Protein-protein interaction networks of deiminated proteins identified in naked mole-rat plasma. Reconstruction of protein-protein interactions based on known and predicted interactions using STRING (Search Tool for the Retrieval of Interacting Genes/Proteins) analysis. (A) Coloured nodes represent query proteins and first shell of interactors. (B) KEGG (Kyoto Encyclopedia of Genes and Genomes) pathways relating to the identified proteins and reported in STRING are highlighted as follows: red = complement and coagulation cascade; dark green = Staphylococcus aureus infection; purple = pertussis; yellow = platelet activation; light blue = systemic lupus erythematosus (SLE); orange = prion diseases; dark blue = cholesterol metabolism; light green = vitamin digestion and absorption; dark red = ferroptosis; pink = drug metabolism.

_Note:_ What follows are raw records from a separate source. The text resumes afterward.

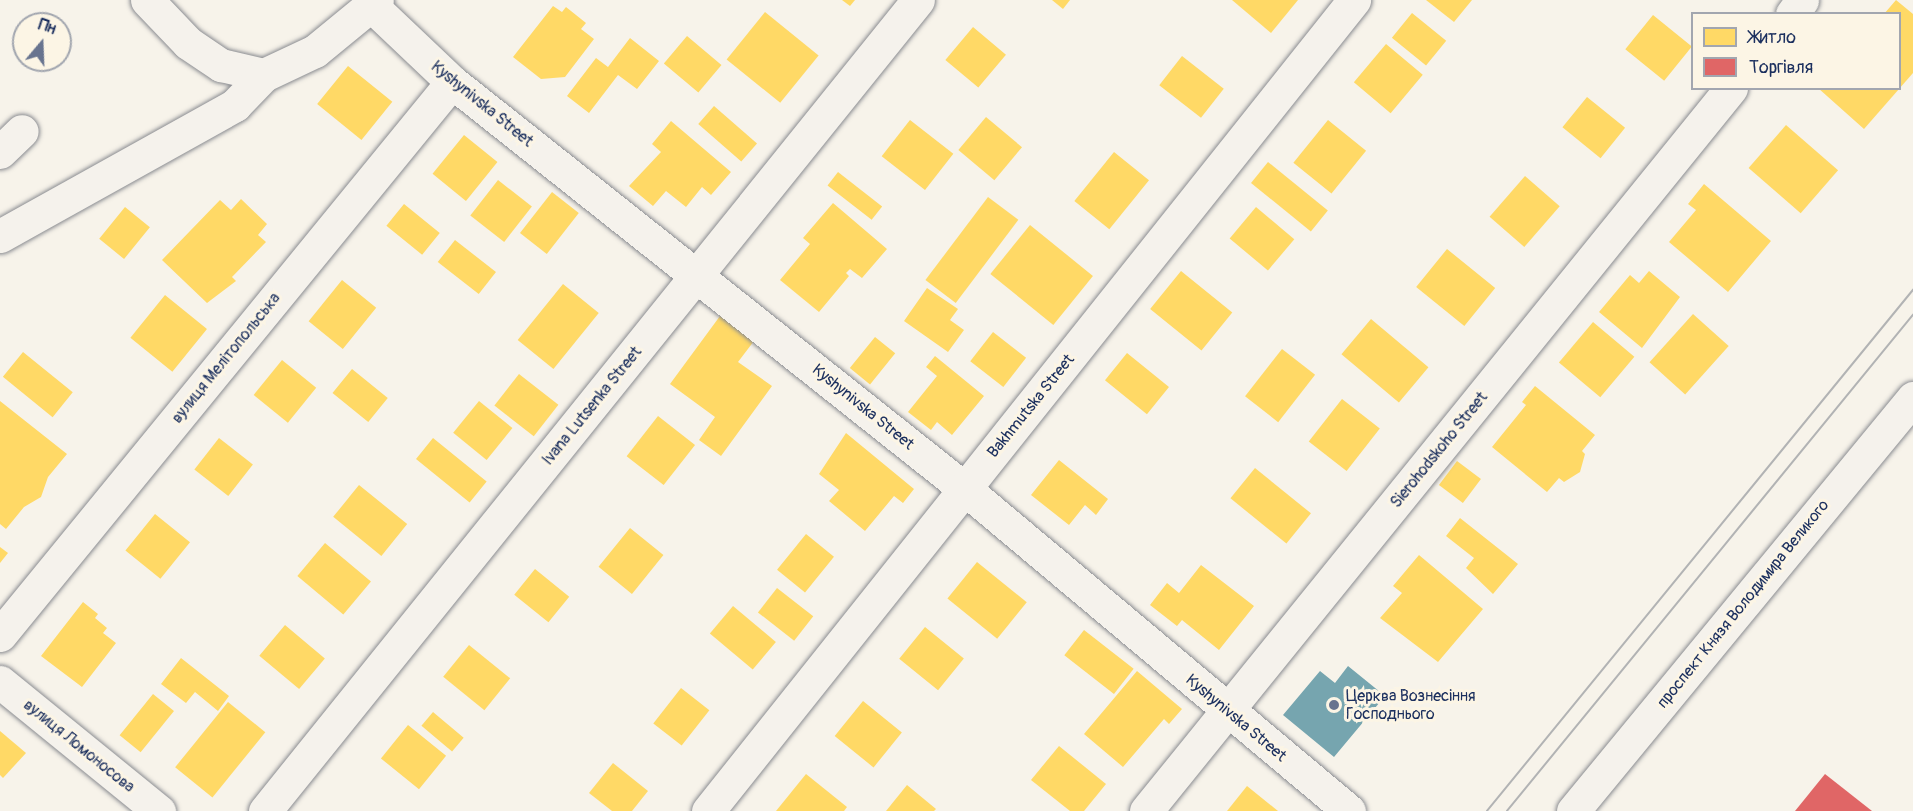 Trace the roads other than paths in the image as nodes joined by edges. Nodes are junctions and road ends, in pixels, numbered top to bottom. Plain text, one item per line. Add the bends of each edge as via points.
1 (147, 0) edge
2 (918, 0) edge
3 (1354, 0) edge
4 (375, 3) edge
5 (264, 75) junction
6 (452, 82) junction
7 (1729, 90) edge
8 (0, 236) edge
9 (698, 275) junction
10 (1913, 398) edge
11 (965, 489) junction
12 (0, 635) edge
13 (0, 682) edge
14 (1227, 712) junction
15 (159, 811) edge
16 (265, 811) edge
17 (708, 811) edge
18 (1146, 811) edge
19 (1349, 811) edge
20 (1573, 811) edge

1 - 5 street via 188,43 221,65
2 - 9 street, Ivana Lutsenka Street
3 - 11 street, Bakhmutska Street
4 - 5 street via 315,51
4 - 6 street, Kyshynivska Street
5 - 8 street via 235,105
6 - 9 street, Kyshynivska Street
6 - 12 street, вулиця Мелітопольська
7 - 14 street, Sierohodskoho Street
9 - 11 street, Kyshynivska Street
9 - 16 street, Ivana Lutsenka Street
10 - 20 street, проспект Князя Володимира Великого
11 - 14 street, Kyshynivska Street
11 - 17 street, Bakhmutska Street
13 - 15 street, вулиця Ломоносова
14 - 18 street, Sierohodskoho Street
14 - 19 street, Kyshynivska Street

Coloured nodes represent query proteins and first shell of interactors; white nodes are second shell of interactors. Coloured lines indicate whether protein interactions are identified via known interactions (curated databases, experimentally determined), predicted interactions (gene neighbourhood, gene fusion, gene co-occurrence) or via text mining, co-expression or protein homology (see the colour key for connective lines included in the figure).

Figure 4

Protein-protein interaction networks of deiminated proteins identified in plasma-EVs of naked mole-rat. Reconstruction of protein-protein interactions based on known and predicted interactions using STRING analysis. (A) Coloured nodes represent query proteins and first shell of interactors. (B) KEGG pathways relating to the identified proteins and reported in STRING are highlighted as follows: red = complement and coagulation cascade; dark green = Staphylococcus aureus infection; purple = HIF-signalling pathway; yellow = platelet activation; light blue = systemic lupus erythematosus (SLE); orange = oestrogen signalling pathway; dark blue = cholesterol metabolism; light green = vitamin digestion and absorption; pink = glycolysis/gluconeogenesis. Coloured nodes represent query proteins and first shell of interactors, white nodes are second shell of interactors. Coloured lines indicate whether protein interactions are identified via known interactions (curated databases, experimentally determined), predicted interactions (gene neighbourhood, gene fusion, gene co-occurrence) or via text mining, co-expression or protein homology (see the colour key for connective lines included in the figure).

Figure 5

Extracellular vesicle profiling in naked mole-rat plasma. (A) Nanoparticle tracking analysis (NTA) shows a size distribution of EVs from naked mole-rat in the range of mainly 50 to 300 nm, with representative NTA profiles of EVs from 3 different animals (NTA-1, NTA-2, NTA-3). (B) Western blotting analysis confirms that naked mole-rat EVs are positive for the phylogenetically conserved EV-specific markers CD63 and Flot-1. (C) Transmission electron microscopy (TEM) analysis of naked mole-rat plasma-derived EVs shows typical EV morphology; a composite figure is shown and the scale bar (100 nm) applies for all images in the panel. (D) EV yield in plasma of 12 individual naked mole-rats is shown. (E) EV modal size in plasma of 12 individual naked mole-rats is presented.

Figure 6

MicroRNA (miR) analysis of three key miRs related to cancer, inflammation, metabolism and hypoxia, in naked mole-rat plasma-derived EVs. (A). The onco-related miR21 showed the highest relative expression of the three miRs tested, being 394-fold higher than miR155 and 153-fold higher than miR210, respectively (p < 0.0001; n = 3). (B). The relative expression of the hypoxia and metabolic related miR210 was 2.6–fold higher than the inflammatory miR155 (p = 0.0002; n = 3); (miR21, miR155 and miR210 expression is represented as red circles, orange squares and blue triangles, respectively).